See WUWT for the email in its entirety, GWPF response, and other reactions (and more here).

Absolutely shameful. Alas, the reprehensible behaviour displayed by Bengtsson’s colleagues also goes on within the polar bear research community: those that refuse to parrot the “consensus” are quickly punished.

Remember Mitch Taylor and his expulsion in 2009 from the IUCN Polar Bear Specialist Group? His “crime” was objecting to the PBSG using weak evidence about future threats of global warming to have the conservation status of polar bears changed to ‘threatened’ even though populations were currently healthy. Details below for those who don’t know the story, or have forgotten.

I covered this in an earlier post (Dec. 26, 2012):

Over-hunting was the reason the PBSG had been formed in the first place. By their own admission (Derocher et al. 1998:37), “a primary goal of the Agreement [signed by all Arctic nations in 1973 to protect the polar bear] was to limit the hunting of polar bears to sustainable levels.”

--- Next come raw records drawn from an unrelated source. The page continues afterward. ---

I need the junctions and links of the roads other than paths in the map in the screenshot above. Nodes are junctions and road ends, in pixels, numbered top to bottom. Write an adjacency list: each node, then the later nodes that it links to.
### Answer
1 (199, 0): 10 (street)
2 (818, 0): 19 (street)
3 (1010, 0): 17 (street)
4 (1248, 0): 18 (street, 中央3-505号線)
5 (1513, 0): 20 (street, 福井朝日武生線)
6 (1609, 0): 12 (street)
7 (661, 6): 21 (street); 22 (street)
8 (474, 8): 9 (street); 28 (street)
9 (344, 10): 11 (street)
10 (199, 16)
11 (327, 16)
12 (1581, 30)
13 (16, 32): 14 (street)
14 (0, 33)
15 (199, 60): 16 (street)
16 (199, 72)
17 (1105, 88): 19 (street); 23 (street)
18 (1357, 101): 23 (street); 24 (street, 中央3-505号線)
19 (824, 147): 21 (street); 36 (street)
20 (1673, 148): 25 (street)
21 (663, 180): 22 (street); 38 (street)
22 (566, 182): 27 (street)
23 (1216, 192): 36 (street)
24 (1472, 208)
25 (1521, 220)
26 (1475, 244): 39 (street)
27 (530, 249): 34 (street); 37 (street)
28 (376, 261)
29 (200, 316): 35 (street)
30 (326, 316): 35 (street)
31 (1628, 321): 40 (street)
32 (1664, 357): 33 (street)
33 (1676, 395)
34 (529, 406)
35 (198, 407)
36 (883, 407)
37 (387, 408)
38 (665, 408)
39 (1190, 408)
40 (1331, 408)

It appears to me that when the PBSG did not have the evidence to support listing polar bears as Vulnerable under the re-vamped IUCN criteria in 1996 (version 2.3) – because they were doing so well – the Group simply switched the primary threat from unregulated over-hunting to future global warming. Their reasons for seeming to prefer “Vulnerable” over “Least Concern” are not stated explicitly.

It also appears that no one at the time undertook the due-diligence one would reasonably expect from such a group to investigate the science behind Hassol’s glossy synthesis report. Hassol’s report for policy makers contained no references, so anyone wishing details would have had to consult the original document upon which it was based.

The fact that long-time core PBSG member Mitch Taylor eventually did check the underlying basis for the claims made – and found it wanting – is to his enduring credit as a responsible scientist. But it cost him: the Group tossed him out, as of the 2009 meeting (see details here and Nova 2009, pdf below). As Andrew Derocher (outgoing chairman of the PBSG) informed Taylor by email,

for the sake of polar bear conservation, views that run counter to human induced climate change are extremely unhelpful.

Nothing I heard [from the rest of the Group] had to do with your science on harvesting or your research on polar bears – it was the positions you’ve taken on global warming that brought opposition [to his inclusion as a core member of the PBSG, as of 2009].” [my bold]

See the whole post here.

Derocher, A., Garner, G.W., Lunn, N.J., and Wiig, Ø. (eds.) 1998. Polar Bears: Proceedings of the 12th meeting of the Polar Bear Specialists Group IUCN/SSC, 3-7 February, 1997, Oslo, Norway. Gland, Switzerland and Cambridge UK, IUCN.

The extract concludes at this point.